• _Directions for this task_
Pull every line that includes the word "setLineDash" out of the data below and copy it.

Start of Provided material

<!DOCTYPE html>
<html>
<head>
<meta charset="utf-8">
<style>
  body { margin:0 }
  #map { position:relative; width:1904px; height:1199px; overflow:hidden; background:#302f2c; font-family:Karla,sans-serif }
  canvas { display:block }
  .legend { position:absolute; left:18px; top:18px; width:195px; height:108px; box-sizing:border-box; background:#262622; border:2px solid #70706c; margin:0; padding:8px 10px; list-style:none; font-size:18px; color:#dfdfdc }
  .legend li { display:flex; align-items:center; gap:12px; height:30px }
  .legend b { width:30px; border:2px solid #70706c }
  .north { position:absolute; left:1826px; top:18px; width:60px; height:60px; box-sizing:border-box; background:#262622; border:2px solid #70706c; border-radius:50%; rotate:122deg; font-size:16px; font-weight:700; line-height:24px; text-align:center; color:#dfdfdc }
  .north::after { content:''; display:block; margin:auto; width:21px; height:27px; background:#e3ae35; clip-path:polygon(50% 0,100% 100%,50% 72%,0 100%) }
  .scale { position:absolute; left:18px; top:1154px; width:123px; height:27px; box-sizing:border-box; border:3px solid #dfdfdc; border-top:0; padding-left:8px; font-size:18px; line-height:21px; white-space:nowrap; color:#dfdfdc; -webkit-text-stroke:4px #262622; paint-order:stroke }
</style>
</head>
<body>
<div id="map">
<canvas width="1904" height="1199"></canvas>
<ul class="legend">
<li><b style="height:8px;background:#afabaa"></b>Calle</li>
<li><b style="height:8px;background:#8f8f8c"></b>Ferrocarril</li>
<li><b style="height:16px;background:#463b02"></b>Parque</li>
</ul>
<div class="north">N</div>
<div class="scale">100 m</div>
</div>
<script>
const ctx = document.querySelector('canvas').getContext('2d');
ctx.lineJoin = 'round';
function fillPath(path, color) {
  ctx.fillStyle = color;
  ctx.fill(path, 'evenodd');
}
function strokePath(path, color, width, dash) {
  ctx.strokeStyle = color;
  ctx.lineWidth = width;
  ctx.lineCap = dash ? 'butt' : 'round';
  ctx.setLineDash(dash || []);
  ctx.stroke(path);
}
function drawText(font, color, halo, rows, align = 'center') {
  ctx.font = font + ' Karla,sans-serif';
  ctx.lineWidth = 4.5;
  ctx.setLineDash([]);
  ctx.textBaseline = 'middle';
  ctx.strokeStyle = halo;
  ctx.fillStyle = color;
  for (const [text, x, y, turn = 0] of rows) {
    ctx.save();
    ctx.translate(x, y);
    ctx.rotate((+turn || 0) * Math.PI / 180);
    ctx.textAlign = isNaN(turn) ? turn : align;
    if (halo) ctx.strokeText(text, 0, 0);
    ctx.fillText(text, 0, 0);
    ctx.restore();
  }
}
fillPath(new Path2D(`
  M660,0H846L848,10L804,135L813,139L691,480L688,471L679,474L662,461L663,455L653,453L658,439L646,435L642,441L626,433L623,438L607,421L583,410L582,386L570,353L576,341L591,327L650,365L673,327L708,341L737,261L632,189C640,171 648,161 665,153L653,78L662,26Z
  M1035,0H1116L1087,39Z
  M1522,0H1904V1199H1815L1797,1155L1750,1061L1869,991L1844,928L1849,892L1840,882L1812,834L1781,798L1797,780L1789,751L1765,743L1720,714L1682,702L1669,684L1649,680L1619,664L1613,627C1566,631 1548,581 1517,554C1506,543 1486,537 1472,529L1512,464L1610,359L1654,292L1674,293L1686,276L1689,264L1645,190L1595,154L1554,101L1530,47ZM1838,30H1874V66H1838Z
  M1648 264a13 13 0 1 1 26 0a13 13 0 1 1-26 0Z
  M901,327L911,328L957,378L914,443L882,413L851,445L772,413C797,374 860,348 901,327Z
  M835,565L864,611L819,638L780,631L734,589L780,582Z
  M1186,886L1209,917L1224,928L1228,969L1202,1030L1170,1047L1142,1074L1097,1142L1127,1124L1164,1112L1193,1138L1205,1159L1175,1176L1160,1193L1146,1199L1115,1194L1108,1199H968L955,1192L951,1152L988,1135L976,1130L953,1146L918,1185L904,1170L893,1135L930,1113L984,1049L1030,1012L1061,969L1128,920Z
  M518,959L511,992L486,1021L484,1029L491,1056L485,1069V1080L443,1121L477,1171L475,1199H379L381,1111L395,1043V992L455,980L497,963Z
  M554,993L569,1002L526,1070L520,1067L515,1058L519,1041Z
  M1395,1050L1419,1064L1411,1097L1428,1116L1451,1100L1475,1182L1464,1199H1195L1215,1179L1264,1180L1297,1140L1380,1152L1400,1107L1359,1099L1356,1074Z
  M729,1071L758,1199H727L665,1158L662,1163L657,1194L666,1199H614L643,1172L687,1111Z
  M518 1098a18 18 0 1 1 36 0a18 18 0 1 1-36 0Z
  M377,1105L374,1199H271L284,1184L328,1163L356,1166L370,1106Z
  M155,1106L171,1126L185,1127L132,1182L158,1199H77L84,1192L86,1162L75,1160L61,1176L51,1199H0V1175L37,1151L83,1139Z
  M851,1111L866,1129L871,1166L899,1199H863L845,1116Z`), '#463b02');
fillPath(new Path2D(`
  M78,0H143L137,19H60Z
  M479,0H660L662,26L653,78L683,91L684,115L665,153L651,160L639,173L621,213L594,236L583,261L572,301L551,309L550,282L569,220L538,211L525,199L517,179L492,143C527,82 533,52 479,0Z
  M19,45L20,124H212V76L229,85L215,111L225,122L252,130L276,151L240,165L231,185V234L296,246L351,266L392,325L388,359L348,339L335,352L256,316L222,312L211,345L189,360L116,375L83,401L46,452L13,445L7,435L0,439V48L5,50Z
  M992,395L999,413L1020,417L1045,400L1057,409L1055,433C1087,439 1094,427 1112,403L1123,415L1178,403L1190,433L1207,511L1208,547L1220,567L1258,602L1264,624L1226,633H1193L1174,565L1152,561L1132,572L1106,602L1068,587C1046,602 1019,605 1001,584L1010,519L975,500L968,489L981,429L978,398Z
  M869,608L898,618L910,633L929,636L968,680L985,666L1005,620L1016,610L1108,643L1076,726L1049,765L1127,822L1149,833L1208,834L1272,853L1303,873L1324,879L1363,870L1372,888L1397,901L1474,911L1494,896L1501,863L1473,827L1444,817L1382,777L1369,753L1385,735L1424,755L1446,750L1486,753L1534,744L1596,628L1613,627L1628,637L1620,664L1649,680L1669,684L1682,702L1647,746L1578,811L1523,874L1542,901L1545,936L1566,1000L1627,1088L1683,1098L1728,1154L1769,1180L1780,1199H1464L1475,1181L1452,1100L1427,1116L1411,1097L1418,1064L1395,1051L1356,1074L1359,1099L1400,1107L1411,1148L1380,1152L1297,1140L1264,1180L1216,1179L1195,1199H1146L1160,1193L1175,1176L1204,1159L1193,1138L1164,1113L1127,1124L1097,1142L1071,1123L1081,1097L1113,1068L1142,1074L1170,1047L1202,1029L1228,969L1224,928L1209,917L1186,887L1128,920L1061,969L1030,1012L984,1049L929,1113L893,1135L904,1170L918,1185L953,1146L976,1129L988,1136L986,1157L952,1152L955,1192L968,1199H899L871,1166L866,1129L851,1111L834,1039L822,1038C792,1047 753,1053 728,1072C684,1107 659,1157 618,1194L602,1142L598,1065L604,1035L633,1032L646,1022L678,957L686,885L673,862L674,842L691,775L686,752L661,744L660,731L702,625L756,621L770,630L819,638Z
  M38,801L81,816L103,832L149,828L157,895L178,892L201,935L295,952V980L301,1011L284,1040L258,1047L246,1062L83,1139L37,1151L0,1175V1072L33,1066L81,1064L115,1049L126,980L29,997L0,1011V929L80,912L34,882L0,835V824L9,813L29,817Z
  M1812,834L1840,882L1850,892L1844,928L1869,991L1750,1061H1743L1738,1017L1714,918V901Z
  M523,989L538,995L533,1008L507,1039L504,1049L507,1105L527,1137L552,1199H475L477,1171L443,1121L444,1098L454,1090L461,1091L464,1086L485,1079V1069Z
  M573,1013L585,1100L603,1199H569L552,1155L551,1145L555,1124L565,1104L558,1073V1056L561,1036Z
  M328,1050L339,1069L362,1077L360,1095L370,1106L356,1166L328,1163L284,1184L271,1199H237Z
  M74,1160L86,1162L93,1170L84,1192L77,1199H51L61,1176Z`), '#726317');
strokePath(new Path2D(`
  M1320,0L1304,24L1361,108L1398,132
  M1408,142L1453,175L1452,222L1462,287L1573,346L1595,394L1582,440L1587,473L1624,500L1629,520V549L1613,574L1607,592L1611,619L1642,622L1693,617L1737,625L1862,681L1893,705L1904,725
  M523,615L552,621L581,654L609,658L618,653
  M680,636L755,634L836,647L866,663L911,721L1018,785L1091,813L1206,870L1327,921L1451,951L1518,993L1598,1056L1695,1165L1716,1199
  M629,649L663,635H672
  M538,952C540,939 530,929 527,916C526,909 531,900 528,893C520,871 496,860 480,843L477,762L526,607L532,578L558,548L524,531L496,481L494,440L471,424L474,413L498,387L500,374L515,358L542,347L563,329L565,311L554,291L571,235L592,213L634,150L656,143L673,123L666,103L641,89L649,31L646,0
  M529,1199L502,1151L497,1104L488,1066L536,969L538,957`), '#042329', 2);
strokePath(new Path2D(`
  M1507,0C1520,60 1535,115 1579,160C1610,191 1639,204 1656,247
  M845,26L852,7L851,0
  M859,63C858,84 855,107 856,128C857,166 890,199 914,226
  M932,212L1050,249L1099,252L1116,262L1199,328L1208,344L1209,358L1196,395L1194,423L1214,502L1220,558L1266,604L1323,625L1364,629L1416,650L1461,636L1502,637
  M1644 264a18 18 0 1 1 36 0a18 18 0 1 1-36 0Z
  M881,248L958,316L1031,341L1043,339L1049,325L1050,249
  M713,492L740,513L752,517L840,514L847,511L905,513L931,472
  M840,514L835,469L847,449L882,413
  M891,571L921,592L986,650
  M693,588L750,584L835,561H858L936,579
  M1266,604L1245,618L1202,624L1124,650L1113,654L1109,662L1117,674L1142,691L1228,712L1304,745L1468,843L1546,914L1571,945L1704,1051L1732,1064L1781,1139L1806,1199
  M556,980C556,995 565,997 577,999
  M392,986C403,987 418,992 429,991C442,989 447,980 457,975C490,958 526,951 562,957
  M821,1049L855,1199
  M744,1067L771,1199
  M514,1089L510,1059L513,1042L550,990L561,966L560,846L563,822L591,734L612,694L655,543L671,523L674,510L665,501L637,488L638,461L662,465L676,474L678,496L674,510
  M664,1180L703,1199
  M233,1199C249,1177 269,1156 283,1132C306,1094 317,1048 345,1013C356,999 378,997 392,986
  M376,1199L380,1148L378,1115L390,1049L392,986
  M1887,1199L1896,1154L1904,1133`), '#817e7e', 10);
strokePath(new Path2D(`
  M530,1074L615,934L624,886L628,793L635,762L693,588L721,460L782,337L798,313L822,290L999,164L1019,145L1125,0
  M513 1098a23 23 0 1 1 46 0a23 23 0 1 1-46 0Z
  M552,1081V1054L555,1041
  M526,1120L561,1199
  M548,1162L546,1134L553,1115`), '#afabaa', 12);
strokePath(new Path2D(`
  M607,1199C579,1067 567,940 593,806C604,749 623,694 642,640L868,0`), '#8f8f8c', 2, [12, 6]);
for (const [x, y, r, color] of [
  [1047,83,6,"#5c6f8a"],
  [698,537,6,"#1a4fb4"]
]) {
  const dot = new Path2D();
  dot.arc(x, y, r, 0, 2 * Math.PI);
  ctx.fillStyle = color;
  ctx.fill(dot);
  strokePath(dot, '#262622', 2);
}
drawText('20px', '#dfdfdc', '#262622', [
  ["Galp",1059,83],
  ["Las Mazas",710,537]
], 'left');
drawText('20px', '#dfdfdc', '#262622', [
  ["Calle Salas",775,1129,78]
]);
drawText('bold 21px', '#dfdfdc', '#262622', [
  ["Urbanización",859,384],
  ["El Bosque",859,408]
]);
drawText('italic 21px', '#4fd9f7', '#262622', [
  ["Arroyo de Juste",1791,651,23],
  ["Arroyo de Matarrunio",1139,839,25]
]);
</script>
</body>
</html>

End of Provided material

• _Result for this task_
  ctx.setLineDash(dash || []);
  ctx.setLineDash([]);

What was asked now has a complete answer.